What is the breakeven for a BAP strangle?
The breakeven for the BAP strangle priced on this page is roughly $359.65 and $420.35 at expiration, derived from end-of-day chain premiums. Breakeven is the underlying price at which the strategy's P&L crosses zero ignoring transaction costs and assignment risk. The current BAP market-implied 1-standard-deviation expected move is approximately 10.58%; if the move sits well outside the breakeven distance, the structure's risk-reward becomes correspondingly tighter.
When should you consider a strangle on BAP?

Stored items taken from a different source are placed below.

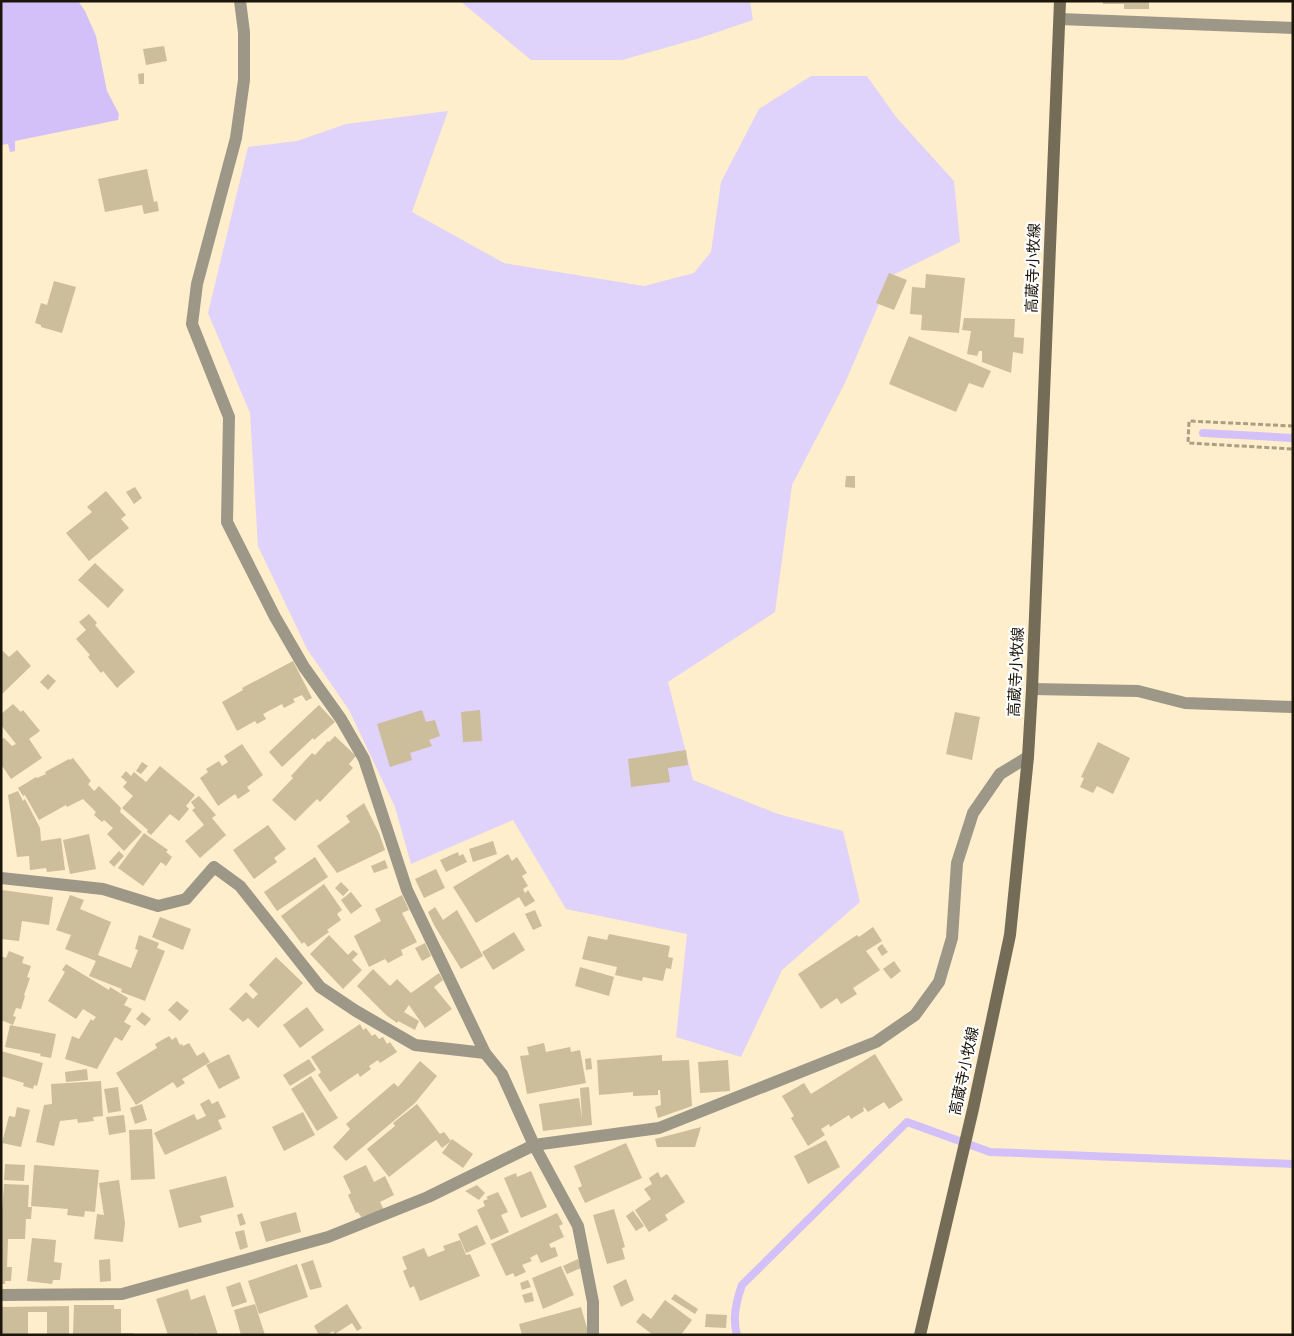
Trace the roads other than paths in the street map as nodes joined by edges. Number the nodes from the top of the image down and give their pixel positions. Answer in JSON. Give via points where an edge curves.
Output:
{"nodes":[{"id":1,"x":240,"y":1,"type":"edge"},
{"id":2,"x":1060,"y":1,"type":"edge"},
{"id":3,"x":1060,"y":19,"type":"junction"},
{"id":4,"x":1293,"y":28,"type":"edge"},
{"id":5,"x":1032,"y":689,"type":"junction"},
{"id":6,"x":1293,"y":707,"type":"edge"},
{"id":7,"x":1028,"y":757,"type":"junction"},
{"id":8,"x":1,"y":878,"type":"edge"},
{"id":9,"x":486,"y":1053,"type":"junction"},
{"id":10,"x":534,"y":1145,"type":"junction"},
{"id":11,"x":1,"y":1295,"type":"edge"},
{"id":12,"x":593,"y":1335,"type":"edge"},
{"id":13,"x":920,"y":1335,"type":"edge"}],
"edges":[{"from":1,"to":9,"type":"street","via":[[244,80],[236,138],[196,284],[192,324],[229,418],[227,522],[304,667],[341,719],[364,759],[407,890]]},
{"from":2,"to":3,"type":"main road","name":"高蔵寺小牧線"},
{"from":3,"to":4,"type":"street"},
{"from":3,"to":5,"type":"main road","name":"高蔵寺小牧線"},
{"from":5,"to":6,"type":"street","via":[[1138,691],[1185,703]]},
{"from":5,"to":7,"type":"main road","name":"高蔵寺小牧線"},
{"from":7,"to":10,"type":"street","via":[[1000,774],[973,813],[957,863],[952,938],[939,982],[915,1015],[876,1042],[659,1128]]},
{"from":7,"to":13,"type":"main road","name":"高蔵寺小牧線","via":[[1010,935]]},
{"from":8,"to":9,"type":"street","via":[[103,889],[158,906],[186,899],[214,867],[240,886],[320,987],[415,1045]]},
{"from":9,"to":10,"type":"street","via":[[502,1074]]},
{"from":10,"to":11,"type":"street","via":[[428,1198],[328,1237],[122,1294]]},
{"from":10,"to":12,"type":"street","via":[[578,1226],[593,1302]]}]}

Strangles on BAP are the cheaper cousin of the straddle - traders use them when they want a large directional move but are willing to give up the inner-strike sensitivity in exchange for a lower up-front debit on the BAP chain.
How does current BAP implied volatility affect this strangle?
BAP ATM IV is at 36.90% with IV rank near 33.70%, which is mid-range against its 1-year history. Strategy selection depends more on directional thesis and expected move than on a strong IV signal.